**Exercise directions:** Among the records below, find each line bearing the word "Pekşen" and copy it.

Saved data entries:
——

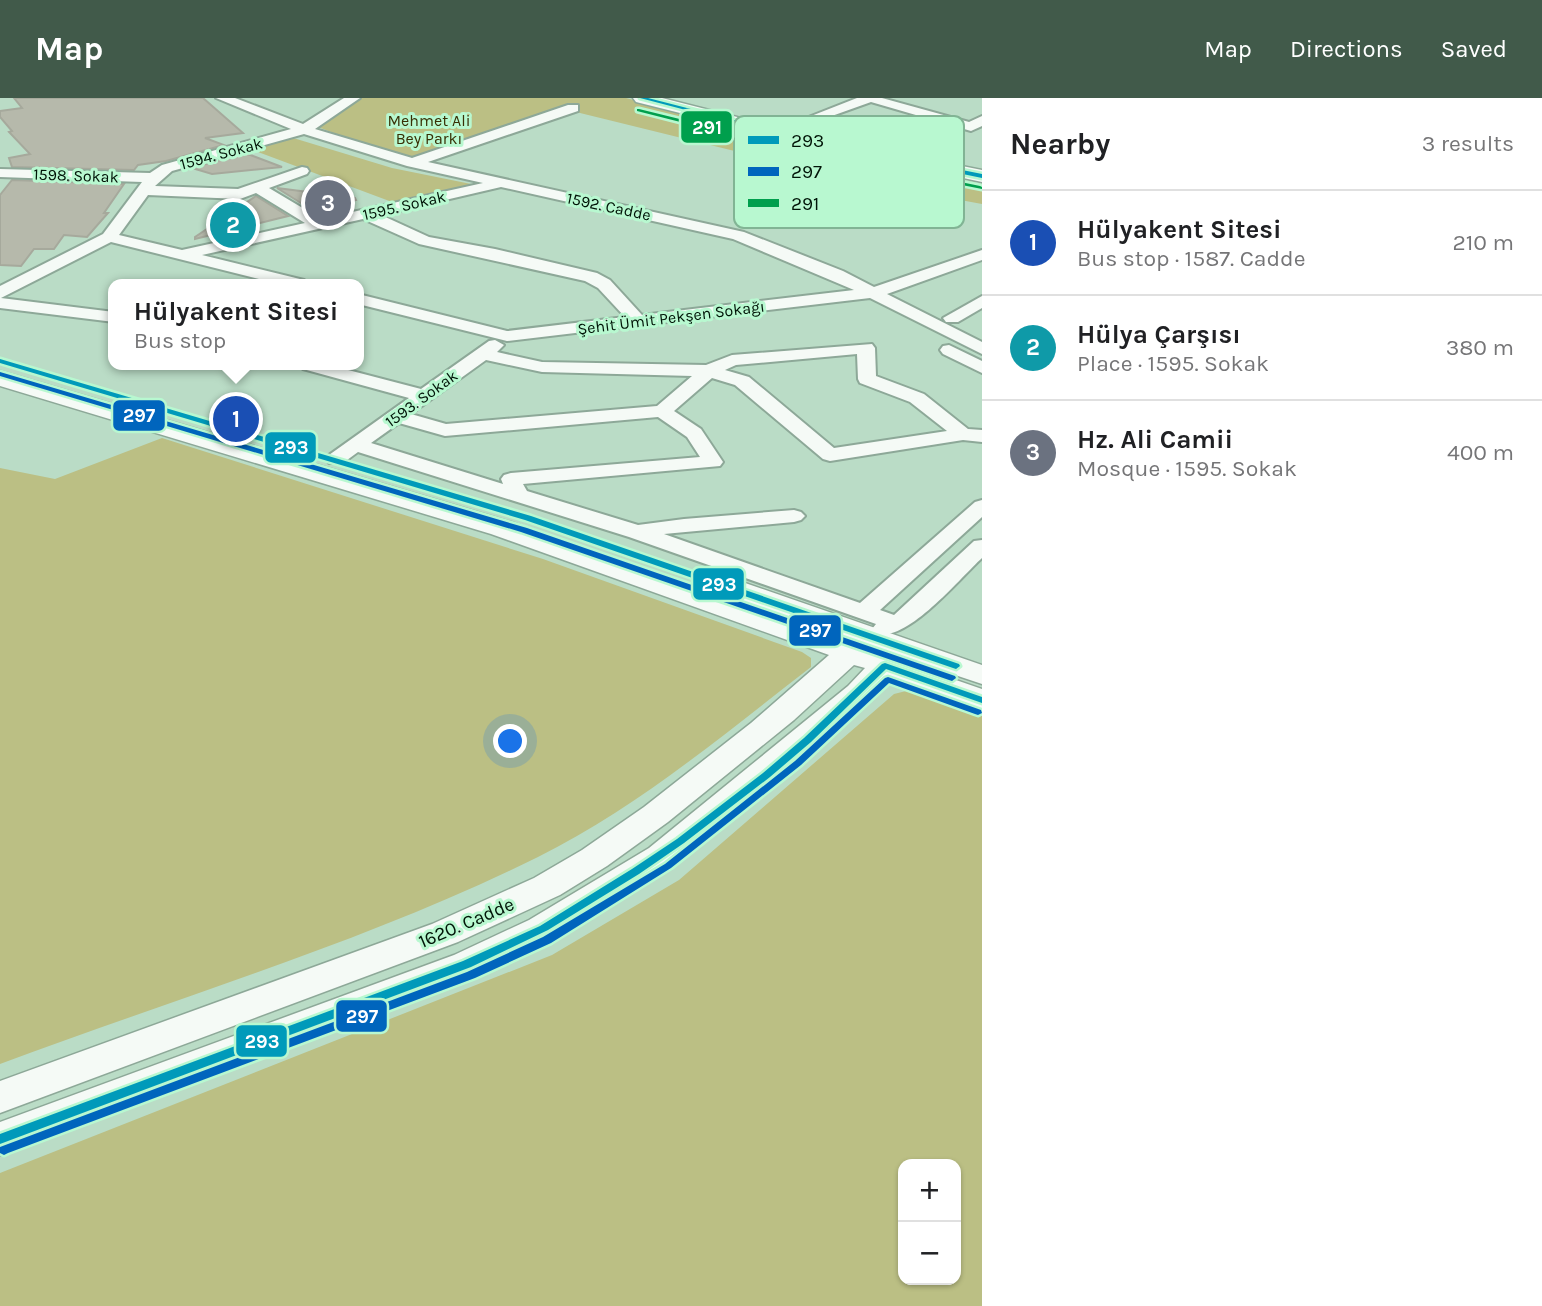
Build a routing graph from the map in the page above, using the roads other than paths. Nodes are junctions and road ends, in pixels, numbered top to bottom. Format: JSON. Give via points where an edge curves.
{"nodes":[{"id":1,"x":223,"y":98,"type":"edge"},
{"id":2,"x":254,"y":98,"type":"edge"},
{"id":3,"x":353,"y":98,"type":"edge"},
{"id":4,"x":642,"y":98,"type":"edge"},
{"id":5,"x":689,"y":98,"type":"edge"},
{"id":6,"x":872,"y":98,"type":"edge"},
{"id":7,"x":573,"y":108,"type":"dead end"},
{"id":8,"x":760,"y":116,"type":"edge"},
{"id":9,"x":819,"y":116,"type":"edge"},
{"id":10,"x":930,"y":116,"type":"edge"},
{"id":11,"x":982,"y":120,"type":"edge"},
{"id":12,"x":734,"y":121,"type":"edge"},
{"id":13,"x":964,"y":125,"type":"edge"},
{"id":14,"x":311,"y":126,"type":"junction"},
{"id":15,"x":964,"y":161,"type":"edge"},
{"id":16,"x":412,"y":163,"type":"junction"},
{"id":17,"x":982,"y":165,"type":"edge"},
{"id":18,"x":302,"y":171,"type":"dead end"},
{"id":19,"x":964,"y":172,"type":"edge"},
{"id":20,"x":0,"y":173,"type":"edge"},
{"id":21,"x":982,"y":176,"type":"edge"},
{"id":22,"x":503,"y":183,"type":"junction"},
{"id":23,"x":148,"y":184,"type":"junction"},
{"id":24,"x":257,"y":187,"type":"junction"},
{"id":25,"x":474,"y":189,"type":"junction"},
{"id":26,"x":365,"y":214,"type":"junction"},
{"id":27,"x":318,"y":224,"type":"junction"},
{"id":28,"x":109,"y":237,"type":"junction"},
{"id":29,"x":982,"y":254,"type":"edge"},
{"id":30,"x":182,"y":255,"type":"junction"},
{"id":31,"x":278,"y":279,"type":"edge"},
{"id":32,"x":882,"y":290,"type":"junction"},
{"id":33,"x":0,"y":293,"type":"edge"},
{"id":34,"x":847,"y":296,"type":"junction"},
{"id":35,"x":364,"y":300,"type":"edge"},
{"id":36,"x":982,"y":301,"type":"edge"},
{"id":37,"x":0,"y":303,"type":"edge"},
{"id":38,"x":108,"y":316,"type":"edge"},
{"id":39,"x":952,"y":317,"type":"junction"},
{"id":40,"x":638,"y":321,"type":"junction"},
{"id":41,"x":982,"y":333,"type":"edge"},
{"id":42,"x":507,"y":336,"type":"junction"},
{"id":43,"x":982,"y":349,"type":"edge"},
{"id":44,"x":483,"y":354,"type":"junction"},
{"id":45,"x":0,"y":361,"type":"edge"},
{"id":46,"x":982,"y":368,"type":"edge"},
{"id":47,"x":328,"y":370,"type":"edge"},
{"id":48,"x":709,"y":371,"type":"junction"},
{"id":49,"x":0,"y":378,"type":"edge"},
{"id":50,"x":424,"y":396,"type":"junction"},
{"id":51,"x":662,"y":411,"type":"junction"},
{"id":52,"x":396,"y":416,"type":"junction"},
{"id":53,"x":972,"y":435,"type":"edge"},
{"id":54,"x":346,"y":452,"type":"junction"},
{"id":55,"x":519,"y":495,"type":"junction"},
{"id":56,"x":982,"y":506,"type":"edge"},
{"id":57,"x":794,"y":516,"type":"dead end"},
{"id":58,"x":637,"y":532,"type":"junction"},
{"id":59,"x":982,"y":546,"type":"edge"},
{"id":60,"x":877,"y":639,"type":"junction"},
{"id":61,"x":982,"y":675,"type":"edge"},
{"id":62,"x":982,"y":700,"type":"edge"},
{"id":63,"x":0,"y":1097,"type":"edge"},
{"id":64,"x":0,"y":1139,"type":"edge"}],
"edges":[{"from":1,"to":14,"type":"street","name":"1592. Cadde"},
{"from":2,"to":14,"type":"street"},
{"from":3,"to":14,"type":"street","name":"1594. Sokak"},
{"from":4,"to":12,"type":"main road"},
{"from":5,"to":8,"type":"main road"},
{"from":6,"to":9,"type":"street"},
{"from":6,"to":10,"type":"street"},
{"from":7,"to":16,"type":"street"},
{"from":11,"to":13,"type":"street","via":[[971,127]]},
{"from":14,"to":16,"type":"street","name":"1592. Cadde"},
{"from":14,"to":23,"type":"street","name":"1594. Sokak","via":[[184,162]]},
{"from":15,"to":17,"type":"main road"},
{"from":16,"to":22,"type":"street","name":"1592. Cadde"},
{"from":18,"to":24,"type":"street","name":"1598. Sokak"},
{"from":19,"to":21,"type":"main road"},
{"from":20,"to":23,"type":"street","name":"1598. Sokak"},
{"from":22,"to":25,"type":"street","name":"1595. Sokak"},
{"from":22,"to":32,"type":"street","name":"1592. Cadde","via":[[738,235]]},
{"from":23,"to":24,"type":"street","name":"1598. Sokak","via":[[240,194]]},
{"from":23,"to":28,"type":"street","name":"1594. Sokak"},
{"from":24,"to":27,"type":"street"},
{"from":25,"to":26,"type":"street","name":"1595. Sokak"},
{"from":25,"to":34,"type":"street","via":[[703,237],[792,267]]},
{"from":26,"to":27,"type":"street","name":"1595. Sokak"},
{"from":26,"to":40,"type":"street","via":[[425,241],[598,280]]},
{"from":27,"to":30,"type":"street","name":"1595. Sokak"},
{"from":28,"to":30,"type":"street"},
{"from":28,"to":33,"type":"street","name":"1594. Sokak"},
{"from":29,"to":32,"type":"street","name":"Şehit Ümit Pekşen Sokağı"},
{"from":30,"to":31,"type":"street"},
{"from":32,"to":34,"type":"street","name":"Şehit Ümit Pekşen Sokağı"},
{"from":32,"to":39,"type":"street"},
{"from":32,"to":43,"type":"street","name":"1592. Cadde"},
{"from":34,"to":40,"type":"street","name":"Şehit Ümit Pekşen Sokağı"},
{"from":34,"to":46,"type":"street"},
{"from":35,"to":42,"type":"street","name":"Şehit Ümit Pekşen Sokağı"},
{"from":36,"to":39,"type":"street"},
{"from":37,"to":38,"type":"street"},
{"from":39,"to":41,"type":"street"},
{"from":40,"to":42,"type":"street","name":"Şehit Ümit Pekşen Sokağı"},
{"from":42,"to":44,"type":"street","name":"1593. Sokak"},
{"from":44,"to":48,"type":"street","via":[[542,367]]},
{"from":44,"to":50,"type":"street","name":"1593. Sokak"},
{"from":45,"to":54,"type":"main road"},
{"from":47,"to":50,"type":"street"},
{"from":48,"to":51,"type":"street"},
{"from":48,"to":53,"type":"street","via":[[742,382],[830,455]]},
{"from":48,"to":53,"type":"street","via":[[732,360],[866,348],[867,379],[917,398]]},
{"from":49,"to":60,"type":"main road"},
{"from":50,"to":52,"type":"street","name":"1593. Sokak"},
{"from":51,"to":52,"type":"street","via":[[445,430]]},
{"from":51,"to":55,"type":"street","via":[[694,433],[713,462],[511,478]]},
{"from":52,"to":54,"type":"street","name":"1593. Sokak"},
{"from":54,"to":55,"type":"street"},
{"from":54,"to":60,"type":"main road"},
{"from":55,"to":58,"type":"street"},
{"from":56,"to":60,"type":"street"},
{"from":57,"to":58,"type":"street"},
{"from":58,"to":60,"type":"street"},
{"from":59,"to":60,"type":"street"},
{"from":60,"to":61,"type":"main road"},
{"from":60,"to":62,"type":"main road"},
{"from":60,"to":63,"type":"main road","name":"1620. Cadde","via":[[635,831],[515,902],[445,933]]},
{"from":60,"to":64,"type":"main road","name":"1620. Cadde","via":[[859,693],[790,754],[650,863],[542,929],[467,964]]}]}
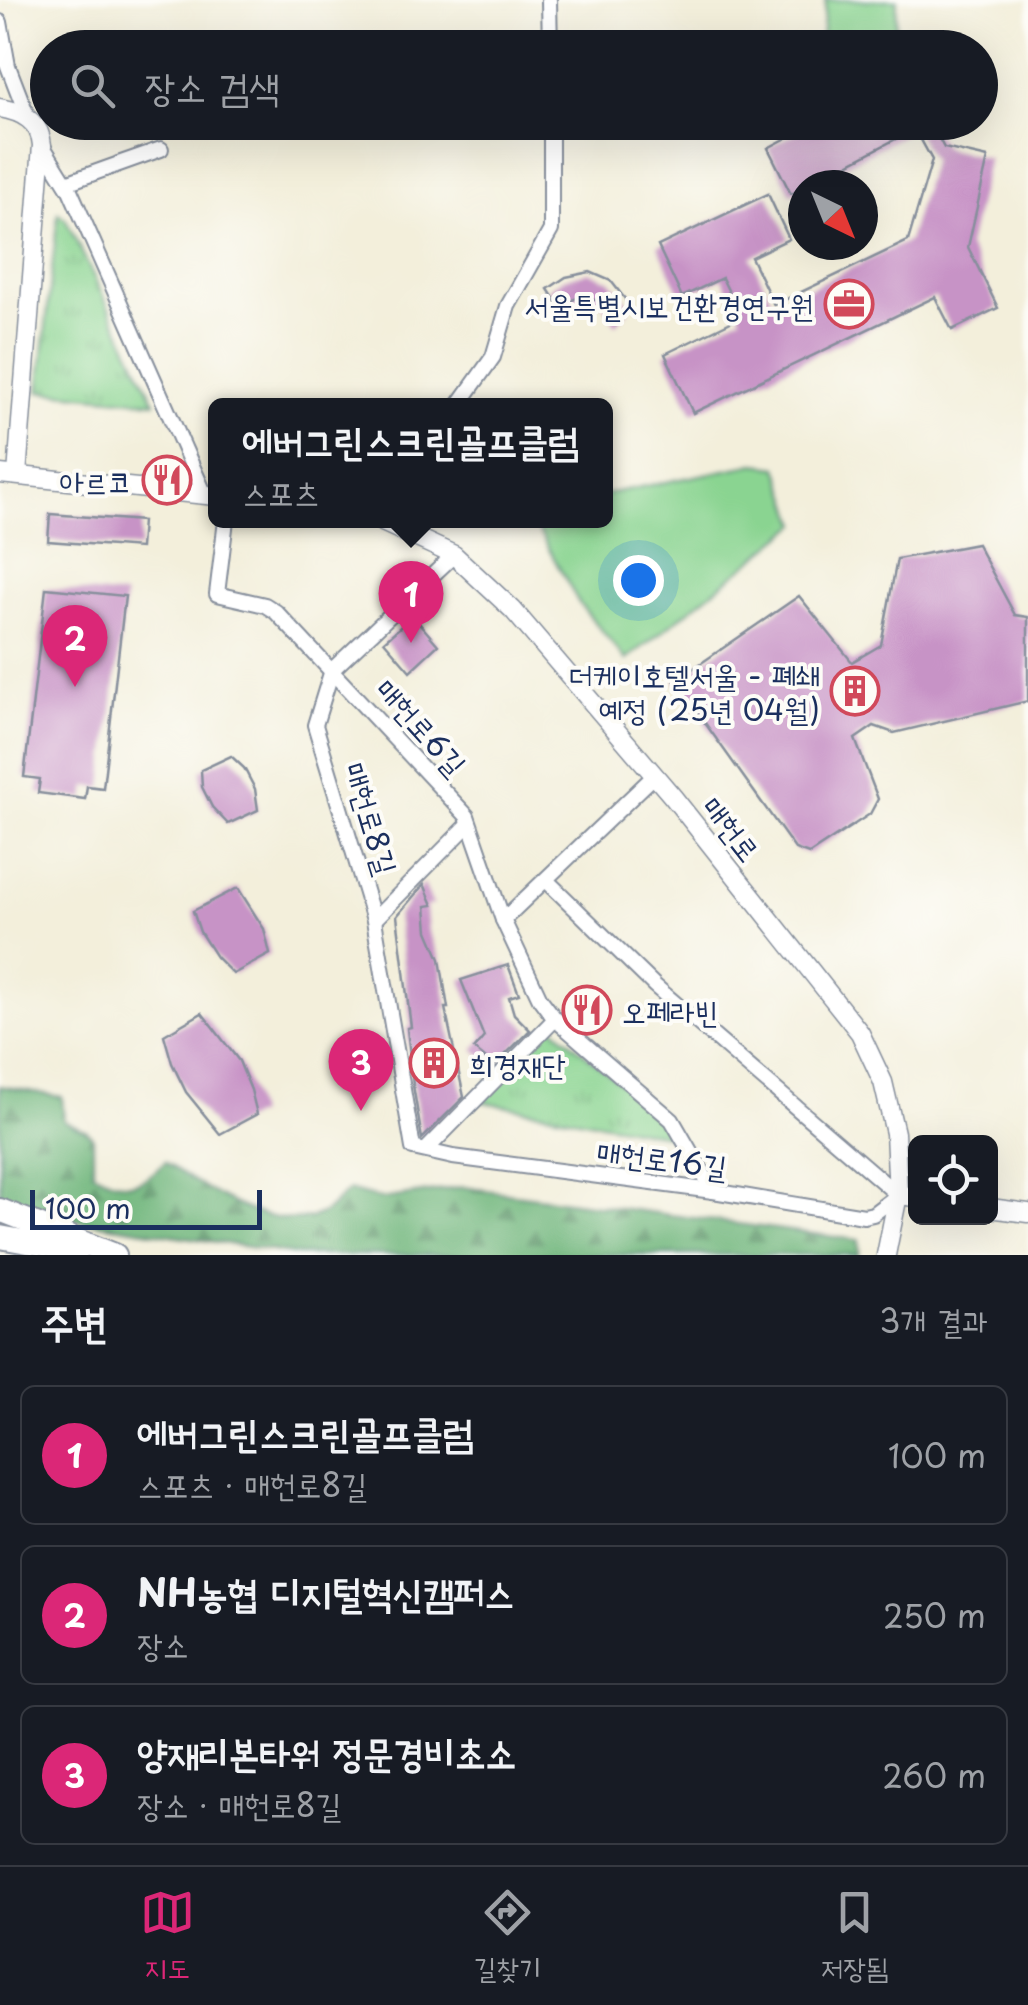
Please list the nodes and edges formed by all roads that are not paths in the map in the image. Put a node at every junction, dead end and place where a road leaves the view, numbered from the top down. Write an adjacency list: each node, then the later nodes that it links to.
1 (549, 0): 3 (street)
2 (0, 22): 5 (street)
3 (550, 30)
4 (0, 108): 5 (main road)
5 (28, 118)
6 (41, 140): 8 (main road)
7 (551, 140): 11 (street)
8 (42, 145): 10 (street); 12 (main road)
9 (161, 149): 10 (street)
10 (66, 183): 13 (street)
11 (464, 398)
12 (9, 475): 14 (main road)
13 (208, 492)
14 (208, 496)
15 (225, 528): 18 (street, 매헌로6길)
16 (395, 528): 17 (main road, 매헌로)
17 (454, 555): 18 (street, 매헌로8길); 19 (main road, 매헌로)
18 (332, 670): 20 (street, 매헌로6길); 22 (street, 매헌로8길)
19 (656, 775): 21 (street); 27 (main road, 매헌로)
20 (470, 824): 22 (street); 23 (street, 매헌로6길)
21 (546, 880): 23 (street); 27 (street)
22 (374, 920): 25 (street, 매헌로8길)
23 (503, 920): 24 (street, 매헌로6길)
24 (555, 1018): 25 (street); 26 (street, 매헌로6길)
25 (420, 1149): 26 (street, 매헌로16길)
26 (713, 1191): 27 (street, 매헌로16길)
27 (907, 1196): 34 (main road, 매헌로)
28 (998, 1209): 30 (main road)
29 (0, 1210): 33 (highway)
30 (1028, 1213)
31 (0, 1237): 32 (highway)
32 (100, 1255)
33 (115, 1255)
34 (886, 1255)

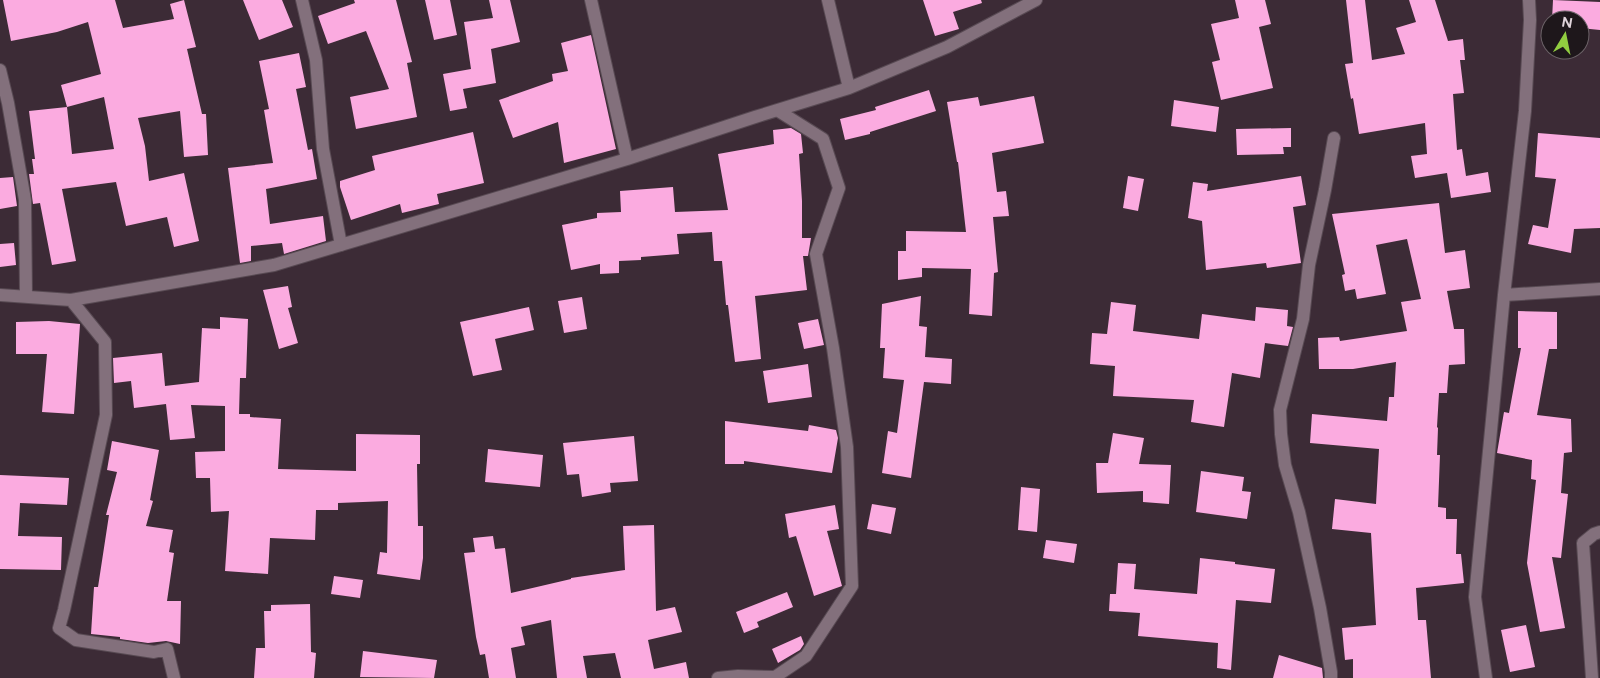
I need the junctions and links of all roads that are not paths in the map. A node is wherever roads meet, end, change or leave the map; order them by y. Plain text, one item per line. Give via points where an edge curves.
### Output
1 (302, 0) edge
2 (591, 0) edge
3 (828, 0) edge
4 (1036, 0) edge
5 (1529, 0) edge
6 (0, 70) edge
7 (849, 88) junction
8 (777, 110) junction
9 (1334, 138) dead end
10 (627, 158) junction
11 (341, 245) junction
12 (1600, 289) edge
13 (0, 295) edge
14 (1504, 295) junction
15 (26, 296) junction
16 (71, 300) junction
17 (1600, 532) edge
18 (174, 678) edge
19 (718, 678) edge
20 (1331, 678) edge
21 (1486, 678) edge
22 (1592, 678) edge

1 - 11 street via 316,60 323,148
2 - 10 street
3 - 7 street
4 - 7 street via 947,47
5 - 14 street via 1525,112
6 - 15 street via 25,200
7 - 8 street
8 - 10 street
8 - 19 street via 823,139 839,188 816,254 847,447 852,586 806,656 775,677
9 - 20 street via 1309,265 1303,319 1280,410 1285,465 1320,608
10 - 11 street
11 - 16 street via 274,264
12 - 14 street
13 - 15 street
14 - 21 street via 1475,597
15 - 16 street
16 - 18 street via 104,342 106,415 59,628 76,640 154,652 167,649
17 - 22 street via 1583,543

——

**Output of the exercise:**
{"from":29,"to":32,"type":"street","name":"Şehit Ümit Pekşen Sokağı"},
{"from":32,"to":34,"type":"street","name":"Şehit Ümit Pekşen Sokağı"},
{"from":34,"to":40,"type":"street","name":"Şehit Ümit Pekşen Sokağı"},
{"from":35,"to":42,"type":"street","name":"Şehit Ümit Pekşen Sokağı"},
{"from":40,"to":42,"type":"street","name":"Şehit Ümit Pekşen Sokağı"},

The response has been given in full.